On Wednesday, 29 June, the Ministry of Justice (MoJ) in the United Kingdom announced that the Solicitors Regulation Authority (SRA) would be given new powers to fine rule breakers up to £25,000, under new measures introduced.
The changes mean, MoJ said in a statement, that the SRA can now fine law firms and individual solicitors for a broader range of offences, from lower-level cases, involving inadequate staff training, to those with more serious consequences, including failure to implement the appropriate checks required to uncover signs of money laundering by clients.
Previously, disciplinary matters requiring fines over £2,000 would be referred to the independent Solicitors Disciplinary Tribunal (SDT).
“Given nearly 90 per cent of fines currently issued by the tribunal are under £25,000, these reforms will allow them to focus on fewer, more significant allegations, like firms working for sanctioned Russian oligarchs and businesses,” MoJ noted.
Deputy Prime Minister, Lord Chancellor and Secretary of State for Justice Dominic Raab said: “The UK can be proud of our world-leading legal services. But it is essential the sector retains its international reputation for the highest standards of probity.

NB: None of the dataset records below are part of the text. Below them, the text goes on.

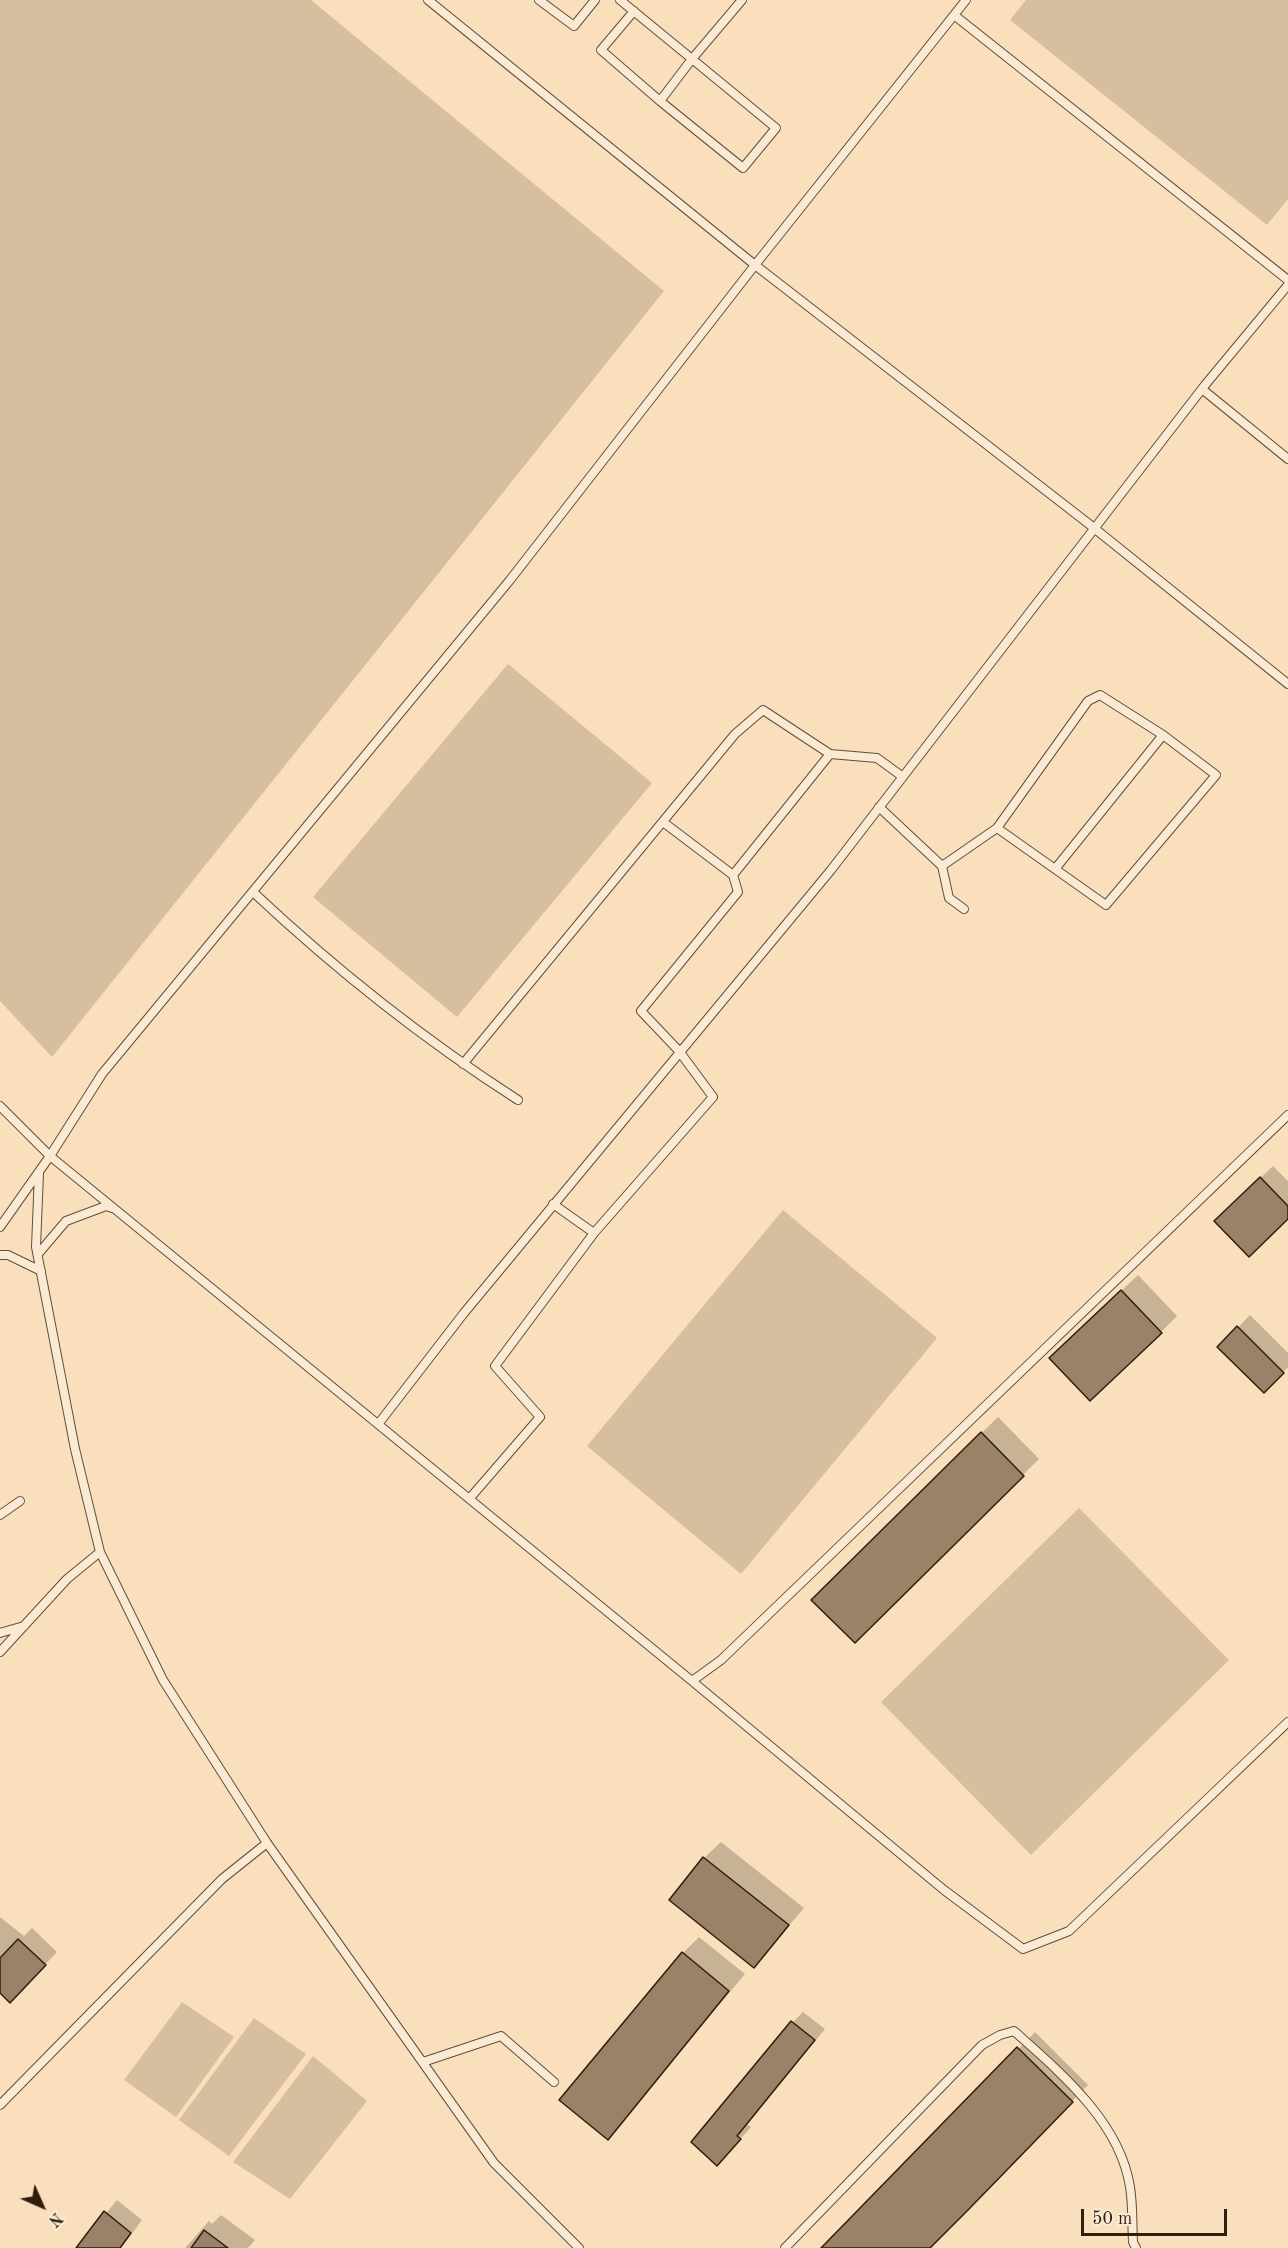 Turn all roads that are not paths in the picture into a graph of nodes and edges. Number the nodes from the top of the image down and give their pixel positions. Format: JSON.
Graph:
{"nodes":[{"id":1,"x":428,"y":0,"type":"edge"},
{"id":2,"x":539,"y":0,"type":"edge"},
{"id":3,"x":595,"y":0,"type":"edge"},
{"id":4,"x":620,"y":0,"type":"edge"},
{"id":5,"x":742,"y":0,"type":"edge"},
{"id":6,"x":966,"y":0,"type":"edge"},
{"id":7,"x":634,"y":11,"type":"junction"},
{"id":8,"x":954,"y":15,"type":"junction"},
{"id":9,"x":692,"y":59,"type":"junction"},
{"id":10,"x":660,"y":101,"type":"junction"},
{"id":11,"x":755,"y":265,"type":"junction"},
{"id":12,"x":1288,"y":282,"type":"edge"},
{"id":13,"x":1202,"y":389,"type":"junction"},
{"id":14,"x":1288,"y":459,"type":"edge"},
{"id":15,"x":1094,"y":528,"type":"junction"},
{"id":16,"x":1288,"y":684,"type":"edge"},
{"id":17,"x":1163,"y":735,"type":"junction"},
{"id":18,"x":830,"y":754,"type":"junction"},
{"id":19,"x":903,"y":777,"type":"junction"},
{"id":20,"x":879,"y":807,"type":"junction"},
{"id":21,"x":663,"y":822,"type":"junction"},
{"id":22,"x":997,"y":828,"type":"junction"},
{"id":23,"x":942,"y":866,"type":"junction"},
{"id":24,"x":1055,"y":869,"type":"junction"},
{"id":25,"x":733,"y":875,"type":"junction"},
{"id":26,"x":253,"y":892,"type":"junction"},
{"id":27,"x":964,"y":909,"type":"dead end"},
{"id":28,"x":679,"y":1051,"type":"junction"},
{"id":29,"x":463,"y":1064,"type":"junction"},
{"id":30,"x":519,"y":1100,"type":"dead end"},
{"id":31,"x":0,"y":1106,"type":"edge"},
{"id":32,"x":1288,"y":1115,"type":"edge"},
{"id":33,"x":50,"y":1156,"type":"junction"},
{"id":34,"x":39,"y":1172,"type":"junction"},
{"id":35,"x":553,"y":1204,"type":"junction"},
{"id":36,"x":116,"y":1209,"type":"junction"},
{"id":37,"x":0,"y":1227,"type":"edge"},
{"id":38,"x":594,"y":1233,"type":"junction"},
{"id":39,"x":38,"y":1254,"type":"junction"},
{"id":40,"x":0,"y":1255,"type":"edge"},
{"id":41,"x":41,"y":1271,"type":"junction"},
{"id":42,"x":379,"y":1423,"type":"junction"},
{"id":43,"x":470,"y":1498,"type":"junction"},
{"id":44,"x":20,"y":1501,"type":"dead end"},
{"id":45,"x":0,"y":1515,"type":"edge"},
{"id":46,"x":100,"y":1552,"type":"junction"},
{"id":47,"x":24,"y":1626,"type":"junction"},
{"id":48,"x":0,"y":1633,"type":"edge"},
{"id":49,"x":0,"y":1652,"type":"edge"},
{"id":50,"x":692,"y":1681,"type":"junction"},
{"id":51,"x":1288,"y":1722,"type":"edge"},
{"id":52,"x":267,"y":1843,"type":"junction"},
{"id":53,"x":423,"y":2062,"type":"junction"},
{"id":54,"x":554,"y":2082,"type":"dead end"},
{"id":55,"x":0,"y":2105,"type":"edge"},
{"id":56,"x":579,"y":2248,"type":"edge"},
{"id":57,"x":785,"y":2248,"type":"edge"},
{"id":58,"x":1136,"y":2248,"type":"edge"}],
"edges":[{"from":1,"to":11,"type":"lane"},
{"from":2,"to":3,"type":"lane"},
{"from":4,"to":7,"type":"lane"},
{"from":5,"to":9,"type":"lane"},
{"from":6,"to":8,"type":"lane"},
{"from":7,"to":9,"type":"lane"},
{"from":7,"to":10,"type":"lane"},
{"from":8,"to":11,"type":"lane"},
{"from":8,"to":12,"type":"lane"},
{"from":9,"to":10,"type":"lane"},
{"from":9,"to":10,"type":"lane"},
{"from":11,"to":15,"type":"lane"},
{"from":11,"to":26,"type":"lane"},
{"from":12,"to":13,"type":"lane"},
{"from":13,"to":14,"type":"lane"},
{"from":13,"to":15,"type":"lane"},
{"from":15,"to":16,"type":"lane"},
{"from":15,"to":19,"type":"lane"},
{"from":17,"to":22,"type":"lane"},
{"from":17,"to":24,"type":"lane"},
{"from":17,"to":24,"type":"lane"},
{"from":18,"to":19,"type":"lane"},
{"from":18,"to":21,"type":"lane"},
{"from":18,"to":25,"type":"lane"},
{"from":19,"to":20,"type":"lane"},
{"from":20,"to":23,"type":"lane"},
{"from":20,"to":28,"type":"lane"},
{"from":21,"to":25,"type":"lane"},
{"from":21,"to":29,"type":"lane"},
{"from":22,"to":23,"type":"lane"},
{"from":22,"to":24,"type":"lane"},
{"from":23,"to":27,"type":"lane"},
{"from":25,"to":28,"type":"lane"},
{"from":26,"to":29,"type":"lane"},
{"from":26,"to":33,"type":"lane"},
{"from":28,"to":35,"type":"lane"},
{"from":28,"to":38,"type":"lane"},
{"from":29,"to":30,"type":"lane"},
{"from":31,"to":33,"type":"lane"},
{"from":32,"to":50,"type":"lane"},
{"from":33,"to":34,"type":"lane"},
{"from":33,"to":36,"type":"lane"},
{"from":34,"to":37,"type":"lane"},
{"from":34,"to":39,"type":"lane"},
{"from":35,"to":38,"type":"lane"},
{"from":35,"to":42,"type":"lane"},
{"from":36,"to":39,"type":"lane"},
{"from":36,"to":42,"type":"lane"},
{"from":38,"to":43,"type":"lane"},
{"from":39,"to":41,"type":"lane"},
{"from":40,"to":41,"type":"lane"},
{"from":41,"to":46,"type":"lane"},
{"from":42,"to":43,"type":"lane"},
{"from":43,"to":50,"type":"lane"},
{"from":44,"to":45,"type":"lane"},
{"from":46,"to":47,"type":"lane"},
{"from":46,"to":52,"type":"lane"},
{"from":47,"to":48,"type":"lane"},
{"from":47,"to":49,"type":"lane"},
{"from":50,"to":51,"type":"lane"},
{"from":52,"to":53,"type":"lane"},
{"from":52,"to":55,"type":"lane"},
{"from":53,"to":54,"type":"lane"},
{"from":53,"to":56,"type":"lane"},
{"from":57,"to":58,"type":"lane"}]}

“That’s why we are allowing swifter and firmer action to be taken against those who break the codes of conduct. And we’re freeing up the solicitors’ disciplinary tribunal to focus on the most serious breaches, such as those involving Russian sanctions.”

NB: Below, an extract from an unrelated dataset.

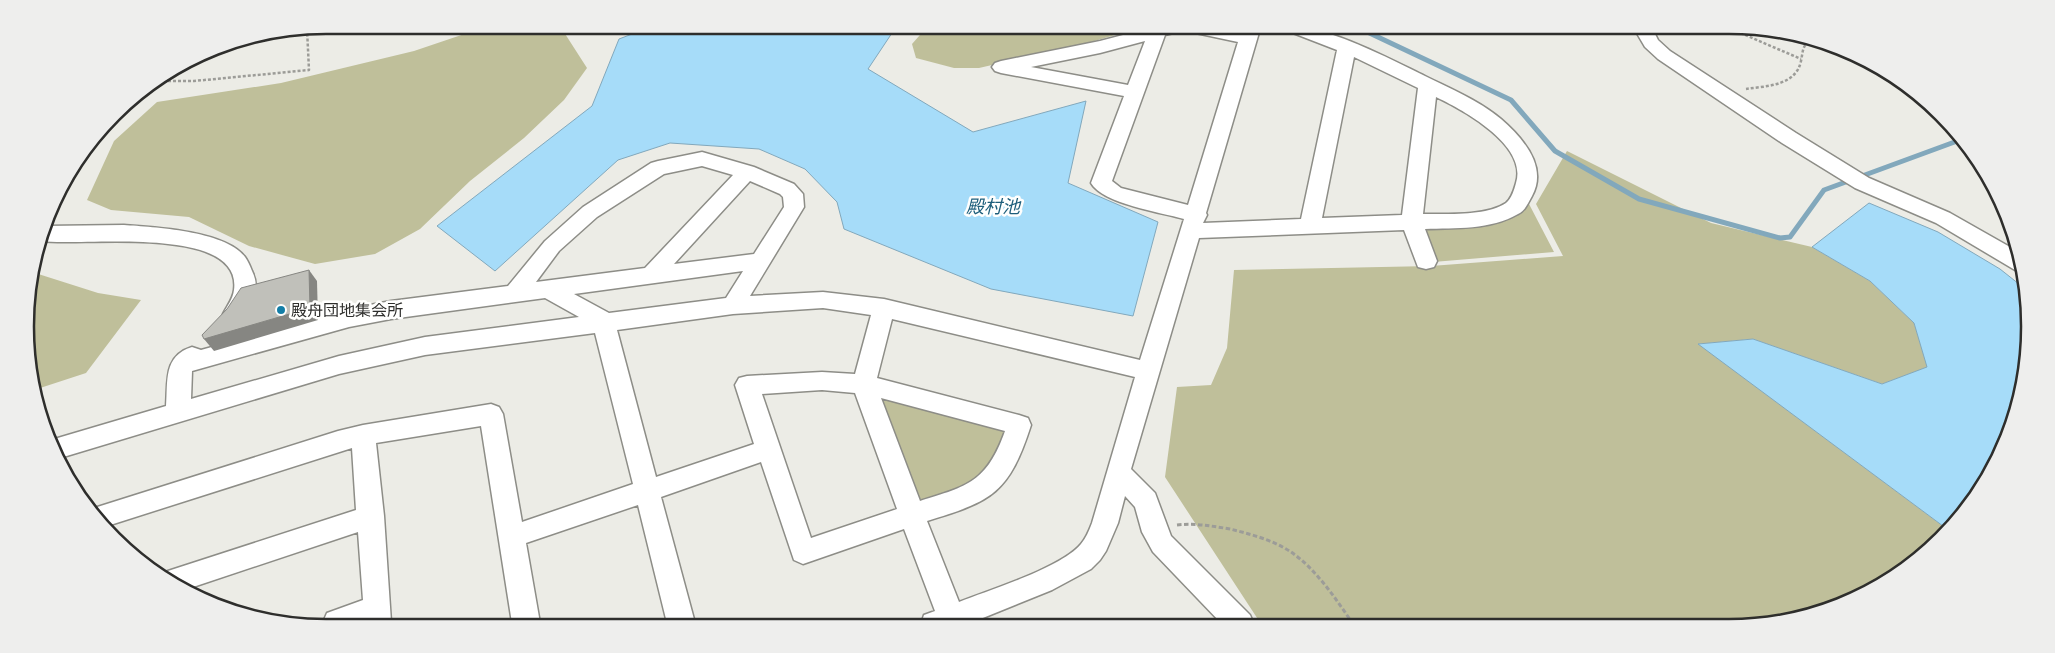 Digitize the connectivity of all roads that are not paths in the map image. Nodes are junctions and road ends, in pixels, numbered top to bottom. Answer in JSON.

The increased powers, MoJ argued, will reduce the number of cases referred to the SDT, shortening the average time taken for cases to be resolved.

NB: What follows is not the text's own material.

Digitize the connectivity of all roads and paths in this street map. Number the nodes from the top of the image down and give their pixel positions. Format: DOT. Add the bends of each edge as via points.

SRA chair Anna Bradley noted that the “overwhelming majority of solicitors meet the standards we all expect, but when they don’t, we step in to protect the public and maintain confidence in the profession”.
“There was strong public support for increasing our fining powers when we consulted last year and this change will mean we can resolve issues more quickly, saving time and cost for everyone. It will reduce stress and allow more focus on the most complex and challenging or serious cases,” she posited.
In response to the announcement, Law Society of England and Wales vice-president Lubna Shuja said that MoJ has agreed to a “disproportionate 1,150 per cent increase” in SRA’s fining powers.
The increase, Ms Shuja submitted, ignores the majority views of opposition expressed in response to the SRA’s consultation on the matter.
“We remain concerned about the lack of independence within the SRA between decision makers and prosecutors, as well as the lack of transparency around SRA decisions. We do not think that the right of appeal to SDT is an adequate safeguard,” she said.
“We staunchly opposed this increase in fining powers and lobbied the MoJ to reconsider its position, however, it has decided to forge ahead.
“The SDT remains the most appropriate jurisdiction for more serious and complex matters and those that may involve higher fines. It guarantees independence, transparency, objectivity, has adequate safeguards and much greater powers – including the ability to impose fines and strike-off a solicitor.
“We will monitor the impact of the increased fining powers to ensure regulation is proportionate and effective.”